The liquid-film coefficient is now estimated. The Reynolds number for the falling liquid film is

\operatorname{Re}_{L}=\frac{4 \rho_{L} \dot{V}_{L}}{\pi D \mu_{L}}=\frac{4 \cdot\left(998.2 \frac{\mathrm{kg}}{\mathrm{m}^{3}}\right)\left(5 \times 10^{-5} \frac{\mathrm{m}^{3}}{\mathrm{~s}}\right)}{\pi \cdot(0.04 \mathrm{~m})\left(9.93 \times 10^{4} \frac{\mathrm{kg}}{\mathrm{m} \cdot \mathrm{s}}\right)}=1600

and the Schmidt number is

\mathrm{Sc}=\frac{\mu_{L}}{\rho_{L} D_{\mathrm{TCE}-\mathrm{H}_{2} \mathrm{O}}}=\frac{\left(9.93 \times 10^{-4} \frac{\mathrm{kg}}{\mathrm{m} \cdot \mathrm{s}}\right)}{\left(998.2 \frac{\mathrm{kg}}{\mathrm{m}^{3}}\right)\left(8.90 \times 10^{-10} \frac{\mathrm{m}^{2}}{\mathrm{~s}}\right)}=1118

where the properties of liquid water at 293 \mathrm{~K} are found in Appendix I. Equation (30-20)

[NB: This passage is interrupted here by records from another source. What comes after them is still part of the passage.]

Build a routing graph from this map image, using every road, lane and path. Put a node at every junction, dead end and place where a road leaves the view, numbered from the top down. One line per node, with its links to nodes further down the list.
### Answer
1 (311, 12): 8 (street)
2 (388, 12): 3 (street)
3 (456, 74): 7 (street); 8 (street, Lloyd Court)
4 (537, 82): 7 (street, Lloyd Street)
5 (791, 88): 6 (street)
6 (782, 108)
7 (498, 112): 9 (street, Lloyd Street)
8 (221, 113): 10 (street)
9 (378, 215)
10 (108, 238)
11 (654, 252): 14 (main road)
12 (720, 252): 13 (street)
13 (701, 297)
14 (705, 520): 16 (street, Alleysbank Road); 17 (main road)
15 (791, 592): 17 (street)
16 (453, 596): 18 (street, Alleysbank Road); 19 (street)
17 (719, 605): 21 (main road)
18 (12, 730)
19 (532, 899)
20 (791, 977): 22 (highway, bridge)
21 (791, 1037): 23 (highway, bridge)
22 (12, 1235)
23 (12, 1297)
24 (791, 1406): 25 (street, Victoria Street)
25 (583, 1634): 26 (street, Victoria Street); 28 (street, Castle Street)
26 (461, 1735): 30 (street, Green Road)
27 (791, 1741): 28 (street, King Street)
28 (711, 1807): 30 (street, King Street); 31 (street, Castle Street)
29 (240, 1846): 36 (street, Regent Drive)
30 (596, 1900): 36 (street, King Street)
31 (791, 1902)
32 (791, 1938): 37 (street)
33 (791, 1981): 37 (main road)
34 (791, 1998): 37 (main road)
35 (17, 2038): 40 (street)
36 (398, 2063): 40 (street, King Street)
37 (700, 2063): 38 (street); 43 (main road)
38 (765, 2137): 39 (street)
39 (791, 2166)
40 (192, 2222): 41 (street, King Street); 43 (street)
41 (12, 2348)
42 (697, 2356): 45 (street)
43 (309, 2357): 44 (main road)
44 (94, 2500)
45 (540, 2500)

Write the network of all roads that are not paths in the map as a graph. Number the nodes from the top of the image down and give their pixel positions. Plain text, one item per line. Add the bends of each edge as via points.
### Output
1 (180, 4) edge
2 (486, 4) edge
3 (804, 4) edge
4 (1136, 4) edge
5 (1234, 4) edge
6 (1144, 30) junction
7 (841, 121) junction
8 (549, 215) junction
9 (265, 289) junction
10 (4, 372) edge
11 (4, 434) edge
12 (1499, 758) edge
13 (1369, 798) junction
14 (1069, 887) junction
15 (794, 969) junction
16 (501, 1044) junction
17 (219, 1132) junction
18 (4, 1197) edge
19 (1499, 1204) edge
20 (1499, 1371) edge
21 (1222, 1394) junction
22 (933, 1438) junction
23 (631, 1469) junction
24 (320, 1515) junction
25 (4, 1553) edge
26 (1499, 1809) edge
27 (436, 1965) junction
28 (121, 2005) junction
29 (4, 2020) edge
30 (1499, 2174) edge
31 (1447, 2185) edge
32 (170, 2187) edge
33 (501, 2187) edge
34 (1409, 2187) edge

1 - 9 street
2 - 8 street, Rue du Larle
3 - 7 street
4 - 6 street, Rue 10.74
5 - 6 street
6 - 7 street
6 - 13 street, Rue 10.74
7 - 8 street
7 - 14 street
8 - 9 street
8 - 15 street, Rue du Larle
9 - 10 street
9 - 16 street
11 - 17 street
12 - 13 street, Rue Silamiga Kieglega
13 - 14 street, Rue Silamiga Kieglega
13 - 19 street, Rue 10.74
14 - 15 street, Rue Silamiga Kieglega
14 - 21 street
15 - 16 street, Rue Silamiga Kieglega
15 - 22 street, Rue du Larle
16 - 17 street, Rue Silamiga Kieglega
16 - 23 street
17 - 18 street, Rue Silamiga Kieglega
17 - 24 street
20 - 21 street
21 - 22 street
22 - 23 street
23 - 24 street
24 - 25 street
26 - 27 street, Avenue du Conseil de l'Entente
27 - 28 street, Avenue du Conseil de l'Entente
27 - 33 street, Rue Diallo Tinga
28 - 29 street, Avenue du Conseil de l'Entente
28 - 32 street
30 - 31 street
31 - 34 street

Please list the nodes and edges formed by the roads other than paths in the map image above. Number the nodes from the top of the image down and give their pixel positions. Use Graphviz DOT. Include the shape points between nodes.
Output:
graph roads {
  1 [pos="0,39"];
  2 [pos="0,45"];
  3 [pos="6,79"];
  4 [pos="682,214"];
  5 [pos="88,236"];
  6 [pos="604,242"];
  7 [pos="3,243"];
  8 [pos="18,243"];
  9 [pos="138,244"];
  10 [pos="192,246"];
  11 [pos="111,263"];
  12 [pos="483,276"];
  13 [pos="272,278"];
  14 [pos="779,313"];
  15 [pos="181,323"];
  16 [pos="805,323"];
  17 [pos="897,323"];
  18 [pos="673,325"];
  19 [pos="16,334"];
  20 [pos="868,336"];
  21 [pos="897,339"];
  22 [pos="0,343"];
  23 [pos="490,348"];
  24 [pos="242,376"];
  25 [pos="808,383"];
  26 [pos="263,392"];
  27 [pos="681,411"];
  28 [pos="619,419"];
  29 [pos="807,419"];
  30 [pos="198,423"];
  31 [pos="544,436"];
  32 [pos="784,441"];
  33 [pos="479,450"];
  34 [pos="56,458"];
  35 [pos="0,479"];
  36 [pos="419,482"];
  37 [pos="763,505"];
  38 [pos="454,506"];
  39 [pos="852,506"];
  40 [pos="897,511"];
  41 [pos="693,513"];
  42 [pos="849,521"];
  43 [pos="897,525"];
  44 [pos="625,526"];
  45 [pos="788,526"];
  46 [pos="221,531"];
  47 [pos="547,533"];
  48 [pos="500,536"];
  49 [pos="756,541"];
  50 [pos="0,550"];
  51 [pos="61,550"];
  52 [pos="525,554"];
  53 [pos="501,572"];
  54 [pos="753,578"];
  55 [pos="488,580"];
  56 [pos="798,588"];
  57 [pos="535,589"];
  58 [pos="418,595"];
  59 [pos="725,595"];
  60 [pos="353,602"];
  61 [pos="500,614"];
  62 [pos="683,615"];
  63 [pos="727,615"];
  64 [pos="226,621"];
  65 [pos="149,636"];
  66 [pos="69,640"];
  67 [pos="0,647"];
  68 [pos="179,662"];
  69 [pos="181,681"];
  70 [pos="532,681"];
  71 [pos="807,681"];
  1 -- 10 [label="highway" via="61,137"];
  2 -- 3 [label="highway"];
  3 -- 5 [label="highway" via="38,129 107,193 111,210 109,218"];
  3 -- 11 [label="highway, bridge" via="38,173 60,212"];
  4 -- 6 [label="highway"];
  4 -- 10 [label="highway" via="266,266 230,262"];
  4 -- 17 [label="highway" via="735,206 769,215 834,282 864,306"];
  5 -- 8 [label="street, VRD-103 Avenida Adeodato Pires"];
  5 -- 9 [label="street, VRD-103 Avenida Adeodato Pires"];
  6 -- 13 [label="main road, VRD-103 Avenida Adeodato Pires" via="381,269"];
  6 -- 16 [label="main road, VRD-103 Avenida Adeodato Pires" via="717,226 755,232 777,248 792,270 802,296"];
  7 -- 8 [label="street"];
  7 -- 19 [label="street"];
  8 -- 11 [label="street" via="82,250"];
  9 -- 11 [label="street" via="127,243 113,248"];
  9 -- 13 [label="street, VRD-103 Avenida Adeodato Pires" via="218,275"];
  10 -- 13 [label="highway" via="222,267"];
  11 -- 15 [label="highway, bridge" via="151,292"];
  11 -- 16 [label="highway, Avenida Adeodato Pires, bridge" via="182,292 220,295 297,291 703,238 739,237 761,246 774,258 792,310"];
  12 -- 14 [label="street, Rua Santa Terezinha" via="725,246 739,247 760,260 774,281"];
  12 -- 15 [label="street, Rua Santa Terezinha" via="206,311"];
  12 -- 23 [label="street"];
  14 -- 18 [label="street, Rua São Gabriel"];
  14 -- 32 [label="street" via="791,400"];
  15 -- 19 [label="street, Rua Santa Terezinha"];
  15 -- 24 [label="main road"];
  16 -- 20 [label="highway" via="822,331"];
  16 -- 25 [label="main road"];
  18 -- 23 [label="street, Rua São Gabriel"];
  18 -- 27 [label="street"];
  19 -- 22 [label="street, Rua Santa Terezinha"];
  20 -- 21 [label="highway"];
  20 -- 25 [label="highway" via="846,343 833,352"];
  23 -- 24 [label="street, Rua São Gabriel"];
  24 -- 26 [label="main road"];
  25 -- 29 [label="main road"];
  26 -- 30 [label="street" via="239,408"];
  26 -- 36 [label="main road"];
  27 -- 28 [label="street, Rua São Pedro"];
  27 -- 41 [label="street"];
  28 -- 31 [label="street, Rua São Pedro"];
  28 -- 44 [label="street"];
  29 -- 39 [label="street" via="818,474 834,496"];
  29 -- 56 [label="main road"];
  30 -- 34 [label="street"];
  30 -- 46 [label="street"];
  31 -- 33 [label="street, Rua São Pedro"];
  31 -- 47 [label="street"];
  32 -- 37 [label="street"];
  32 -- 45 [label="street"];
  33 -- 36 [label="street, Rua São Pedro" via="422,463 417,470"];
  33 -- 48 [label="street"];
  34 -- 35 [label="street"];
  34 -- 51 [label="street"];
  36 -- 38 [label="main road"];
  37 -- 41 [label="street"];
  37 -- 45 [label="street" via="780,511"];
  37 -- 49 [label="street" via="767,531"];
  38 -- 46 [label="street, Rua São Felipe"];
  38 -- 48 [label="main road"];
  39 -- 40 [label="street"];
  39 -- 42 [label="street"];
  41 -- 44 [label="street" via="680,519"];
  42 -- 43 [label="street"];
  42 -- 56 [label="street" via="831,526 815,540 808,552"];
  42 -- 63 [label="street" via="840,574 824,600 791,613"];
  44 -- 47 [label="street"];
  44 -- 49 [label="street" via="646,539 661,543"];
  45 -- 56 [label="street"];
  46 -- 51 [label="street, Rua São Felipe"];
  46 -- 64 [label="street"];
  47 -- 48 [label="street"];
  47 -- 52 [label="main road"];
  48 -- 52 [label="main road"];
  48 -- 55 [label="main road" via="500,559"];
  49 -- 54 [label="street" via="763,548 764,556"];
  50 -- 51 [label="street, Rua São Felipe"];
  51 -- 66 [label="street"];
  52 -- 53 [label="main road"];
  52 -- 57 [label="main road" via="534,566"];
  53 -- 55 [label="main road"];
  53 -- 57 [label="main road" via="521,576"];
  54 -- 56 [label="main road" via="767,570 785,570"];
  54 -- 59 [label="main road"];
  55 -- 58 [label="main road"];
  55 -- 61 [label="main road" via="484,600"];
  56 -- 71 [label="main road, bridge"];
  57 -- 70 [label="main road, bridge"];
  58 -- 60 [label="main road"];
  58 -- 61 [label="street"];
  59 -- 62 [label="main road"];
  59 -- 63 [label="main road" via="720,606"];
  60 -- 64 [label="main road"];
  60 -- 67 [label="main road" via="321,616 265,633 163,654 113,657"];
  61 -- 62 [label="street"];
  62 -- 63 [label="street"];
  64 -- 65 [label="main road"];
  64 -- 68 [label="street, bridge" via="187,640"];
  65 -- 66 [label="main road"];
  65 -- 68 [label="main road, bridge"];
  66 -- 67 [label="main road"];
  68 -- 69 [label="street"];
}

{\frac{k_{L Z}}{D_{A B}}}=0.433(8{\bf c})^{1/2}\left({\frac{\rho_{L}^{2}g z^{3}}{\mu_{L}^{2}}}\right)^{1/6}({\bf R e}_{L})^{0.4}     (30-20)

is appropriate for estimation of k_{L} :

\begin{gathered} k_{L}=\frac{D_{A B}}{z} 0.433(\mathrm{Sc})^{1 / 2}\left(\frac{\rho_{L}^{2} g z^{3}}{\mu_{L}^{2}}\right)^{1 / 6}\left(\mathrm{Re}_{L}\right)^{0.4} \\ =\frac{8.9 \times 10^{-10} \frac{\mathrm{m}^{2}}{\mathrm{~s}}}{2 \mathrm{~m}} 0.433 \cdot(1118)^{1 / 2} \\ \left(\frac{\left(998.2 \frac{\mathrm{kg}}{\mathrm{m}^{3}}\right)^{2}\left(\frac{9.8 \mathrm{~m}}{\mathrm{~s}^{2}}\right)(2 \mathrm{~m})^{3}}{\left(9.93 \times 10^{-4} \frac{\mathrm{kg}}{\mathrm{m} \cdot \mathrm{s}}\right)^{2}}\right)^{1 / 6}(1600)^{0.4}=2.55 \times 10^{-5} \mathrm{~m} / \mathrm{s} \end{gathered}

Since the process is dilute, Henry’s law constant in units consistent with k_{L} and k_{G} is

H=550 \mathrm{~atm} \frac{M_{\mathrm{H}_{2} \mathrm{O}}}{\rho_{L, \mathrm{H}_{2} \mathrm{O}}}=(550 \mathrm{~atm})\left(\frac{18 \mathrm{~kg}}{\mathrm{~kg} \mathrm{~mol}}\right)\left(\frac{1}{993.2 \mathrm{~kg} / \mathrm{m}^{3}}\right)=9.968 \frac{\mathrm{atm} \cdot \mathrm{m}^{3}}{\mathrm{~kg} \mathrm{~mol}}

The overall liquid mass-transfer coefficient, k_{L}, is

\frac{1}{K_{L}}=\frac{1}{k_{L}}+\frac{1}{H k_{G}}=\frac{1}{2.55 \times 10^{-5} \frac{\mathrm{m}}{\mathrm{s}}}+\frac{1}{\left(9.96 \frac{\mathrm{atm} \cdot \mathrm{m}^{3}}{\mathrm{~kg} \mathrm{~mol}}\right)\left(2.57 \times 10^{-4} \frac{\mathrm{kg} \mathrm{mol}}{\mathrm{m}^{2} \cdot \mathrm{s} \cdot \mathrm{atm}}\right)}

or k_{L}=2.52 \times 10^{-5} \mathrm{~m} / \mathrm{s}. As K_{L} \cong k_{L}, the process is liquid film mass-transfer controlling, which is characteristic of interphase mass-transfer processes involving a large value for Henry’s law constant.